[Stored data entries]

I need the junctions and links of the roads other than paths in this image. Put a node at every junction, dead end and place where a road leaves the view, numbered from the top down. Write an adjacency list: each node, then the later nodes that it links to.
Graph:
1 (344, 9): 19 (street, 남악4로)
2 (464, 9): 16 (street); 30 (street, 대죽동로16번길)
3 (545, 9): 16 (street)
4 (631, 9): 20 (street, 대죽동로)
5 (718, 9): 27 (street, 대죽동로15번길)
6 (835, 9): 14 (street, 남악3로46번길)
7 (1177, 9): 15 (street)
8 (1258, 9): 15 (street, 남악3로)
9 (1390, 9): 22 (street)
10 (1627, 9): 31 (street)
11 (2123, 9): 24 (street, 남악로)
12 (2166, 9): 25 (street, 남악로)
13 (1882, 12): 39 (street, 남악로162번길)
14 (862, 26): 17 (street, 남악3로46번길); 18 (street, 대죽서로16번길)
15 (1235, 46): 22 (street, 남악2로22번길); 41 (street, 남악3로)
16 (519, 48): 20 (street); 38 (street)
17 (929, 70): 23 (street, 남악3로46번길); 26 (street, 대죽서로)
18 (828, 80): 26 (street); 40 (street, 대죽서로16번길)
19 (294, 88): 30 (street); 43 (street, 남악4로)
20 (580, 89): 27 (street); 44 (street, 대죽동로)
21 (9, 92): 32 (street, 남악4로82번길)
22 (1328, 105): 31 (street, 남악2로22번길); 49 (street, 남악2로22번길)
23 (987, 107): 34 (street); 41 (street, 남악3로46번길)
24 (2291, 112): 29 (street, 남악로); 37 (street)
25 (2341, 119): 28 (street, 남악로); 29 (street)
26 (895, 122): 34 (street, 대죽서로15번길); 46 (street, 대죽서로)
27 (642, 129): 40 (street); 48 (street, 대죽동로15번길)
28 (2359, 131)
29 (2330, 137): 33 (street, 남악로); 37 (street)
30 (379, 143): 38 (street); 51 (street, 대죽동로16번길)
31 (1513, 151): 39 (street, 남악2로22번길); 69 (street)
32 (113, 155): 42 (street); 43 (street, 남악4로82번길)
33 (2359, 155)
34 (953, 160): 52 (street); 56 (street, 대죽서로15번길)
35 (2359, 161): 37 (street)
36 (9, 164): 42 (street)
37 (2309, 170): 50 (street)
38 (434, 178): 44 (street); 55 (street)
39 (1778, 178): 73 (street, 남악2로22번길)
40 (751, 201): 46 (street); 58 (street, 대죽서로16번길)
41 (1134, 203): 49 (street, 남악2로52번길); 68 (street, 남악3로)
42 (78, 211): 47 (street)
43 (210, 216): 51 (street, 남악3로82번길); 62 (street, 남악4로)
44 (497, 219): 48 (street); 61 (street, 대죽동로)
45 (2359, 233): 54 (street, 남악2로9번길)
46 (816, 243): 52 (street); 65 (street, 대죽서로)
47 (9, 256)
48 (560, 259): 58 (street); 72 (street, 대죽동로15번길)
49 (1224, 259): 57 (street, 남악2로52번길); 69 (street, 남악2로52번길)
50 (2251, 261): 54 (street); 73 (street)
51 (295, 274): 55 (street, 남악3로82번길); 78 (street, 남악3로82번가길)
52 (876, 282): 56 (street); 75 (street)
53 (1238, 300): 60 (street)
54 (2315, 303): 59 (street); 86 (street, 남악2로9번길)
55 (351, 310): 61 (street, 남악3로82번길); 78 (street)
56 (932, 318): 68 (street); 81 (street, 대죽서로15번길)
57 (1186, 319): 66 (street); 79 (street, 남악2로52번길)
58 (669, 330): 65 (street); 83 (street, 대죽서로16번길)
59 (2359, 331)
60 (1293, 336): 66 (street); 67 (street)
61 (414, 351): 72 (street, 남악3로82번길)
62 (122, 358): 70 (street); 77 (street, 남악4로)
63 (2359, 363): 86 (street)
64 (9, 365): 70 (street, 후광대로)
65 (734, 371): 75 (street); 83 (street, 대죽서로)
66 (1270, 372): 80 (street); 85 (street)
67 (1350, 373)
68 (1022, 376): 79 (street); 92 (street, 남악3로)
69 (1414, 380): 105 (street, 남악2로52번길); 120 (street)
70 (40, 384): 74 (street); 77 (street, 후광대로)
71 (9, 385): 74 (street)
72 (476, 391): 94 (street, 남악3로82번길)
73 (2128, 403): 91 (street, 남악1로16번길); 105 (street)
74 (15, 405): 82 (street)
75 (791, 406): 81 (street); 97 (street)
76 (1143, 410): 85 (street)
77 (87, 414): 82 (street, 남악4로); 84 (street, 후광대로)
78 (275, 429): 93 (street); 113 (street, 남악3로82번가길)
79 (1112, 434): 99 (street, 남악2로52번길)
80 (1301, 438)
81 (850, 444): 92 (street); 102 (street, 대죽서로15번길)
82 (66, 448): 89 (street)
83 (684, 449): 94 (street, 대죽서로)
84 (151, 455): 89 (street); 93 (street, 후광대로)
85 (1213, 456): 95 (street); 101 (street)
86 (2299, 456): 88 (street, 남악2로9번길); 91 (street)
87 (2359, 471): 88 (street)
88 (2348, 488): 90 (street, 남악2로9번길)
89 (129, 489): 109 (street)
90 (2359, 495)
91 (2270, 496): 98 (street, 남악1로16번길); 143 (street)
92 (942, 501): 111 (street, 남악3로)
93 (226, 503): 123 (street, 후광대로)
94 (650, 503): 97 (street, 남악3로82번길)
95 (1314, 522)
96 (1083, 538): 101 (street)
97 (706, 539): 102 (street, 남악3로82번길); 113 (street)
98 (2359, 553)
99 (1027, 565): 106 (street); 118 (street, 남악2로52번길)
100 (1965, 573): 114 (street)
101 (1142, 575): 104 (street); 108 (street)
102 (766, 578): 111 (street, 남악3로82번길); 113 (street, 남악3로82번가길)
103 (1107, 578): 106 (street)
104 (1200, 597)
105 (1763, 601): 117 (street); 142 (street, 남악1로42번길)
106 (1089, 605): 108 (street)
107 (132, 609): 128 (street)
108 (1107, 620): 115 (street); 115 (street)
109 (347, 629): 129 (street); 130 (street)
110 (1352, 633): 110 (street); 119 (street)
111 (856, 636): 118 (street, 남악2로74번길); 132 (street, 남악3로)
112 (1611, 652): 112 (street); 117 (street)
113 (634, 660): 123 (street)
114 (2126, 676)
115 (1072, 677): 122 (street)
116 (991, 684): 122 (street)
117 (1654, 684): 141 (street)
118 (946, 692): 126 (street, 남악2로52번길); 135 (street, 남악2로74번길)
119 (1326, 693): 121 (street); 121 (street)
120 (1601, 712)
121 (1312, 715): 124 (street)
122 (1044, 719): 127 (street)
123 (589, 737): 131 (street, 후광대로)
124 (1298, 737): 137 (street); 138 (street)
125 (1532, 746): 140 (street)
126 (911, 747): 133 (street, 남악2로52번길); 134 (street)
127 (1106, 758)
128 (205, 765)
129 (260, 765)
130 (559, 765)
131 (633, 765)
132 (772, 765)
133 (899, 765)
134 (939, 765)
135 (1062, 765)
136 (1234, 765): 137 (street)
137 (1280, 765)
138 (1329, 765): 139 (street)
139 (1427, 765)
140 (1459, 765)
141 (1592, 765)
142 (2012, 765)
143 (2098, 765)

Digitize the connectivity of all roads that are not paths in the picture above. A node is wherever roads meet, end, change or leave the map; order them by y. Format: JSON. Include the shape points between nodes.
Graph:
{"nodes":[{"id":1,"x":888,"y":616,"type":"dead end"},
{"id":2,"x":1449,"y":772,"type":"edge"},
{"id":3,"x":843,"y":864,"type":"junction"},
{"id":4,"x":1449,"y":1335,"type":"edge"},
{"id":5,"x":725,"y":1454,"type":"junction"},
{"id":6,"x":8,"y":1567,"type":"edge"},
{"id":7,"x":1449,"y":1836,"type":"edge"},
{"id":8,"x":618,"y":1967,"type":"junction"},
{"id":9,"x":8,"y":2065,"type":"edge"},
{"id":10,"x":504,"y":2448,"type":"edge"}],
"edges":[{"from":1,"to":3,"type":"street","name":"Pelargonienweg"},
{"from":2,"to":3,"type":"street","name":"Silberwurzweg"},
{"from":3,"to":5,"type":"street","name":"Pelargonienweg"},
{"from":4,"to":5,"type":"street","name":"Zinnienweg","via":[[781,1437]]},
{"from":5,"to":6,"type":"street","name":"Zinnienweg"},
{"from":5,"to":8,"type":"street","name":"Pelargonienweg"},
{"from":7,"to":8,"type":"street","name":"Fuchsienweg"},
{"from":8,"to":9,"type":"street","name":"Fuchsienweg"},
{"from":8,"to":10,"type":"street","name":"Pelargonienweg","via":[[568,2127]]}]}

-- What the task requires --
You are asked to reproduce word for word the line containing "Digitize the connectivity" and every subsequent line through the end of the entries.

-- Expected answer --
Digitize the connectivity of all roads that are not paths in the picture above. A node is wherever roads meet, end, change or leave the map; order them by y. Format: JSON. Include the shape points between nodes.
Graph:
{"nodes":[{"id":1,"x":888,"y":616,"type":"dead end"},
{"id":2,"x":1449,"y":772,"type":"edge"},
{"id":3,"x":843,"y":864,"type":"junction"},
{"id":4,"x":1449,"y":1335,"type":"edge"},
{"id":5,"x":725,"y":1454,"type":"junction"},
{"id":6,"x":8,"y":1567,"type":"edge"},
{"id":7,"x":1449,"y":1836,"type":"edge"},
{"id":8,"x":618,"y":1967,"type":"junction"},
{"id":9,"x":8,"y":2065,"type":"edge"},
{"id":10,"x":504,"y":2448,"type":"edge"}],
"edges":[{"from":1,"to":3,"type":"street","name":"Pelargonienweg"},
{"from":2,"to":3,"type":"street","name":"Silberwurzweg"},
{"from":3,"to":5,"type":"street","name":"Pelargonienweg"},
{"from":4,"to":5,"type":"street","name":"Zinnienweg","via":[[781,1437]]},
{"from":5,"to":6,"type":"street","name":"Zinnienweg"},
{"from":5,"to":8,"type":"street","name":"Pelargonienweg"},
{"from":7,"to":8,"type":"street","name":"Fuchsienweg"},
{"from":8,"to":9,"type":"street","name":"Fuchsienweg"},
{"from":8,"to":10,"type":"street","name":"Pelargonienweg","via":[[568,2127]]}]}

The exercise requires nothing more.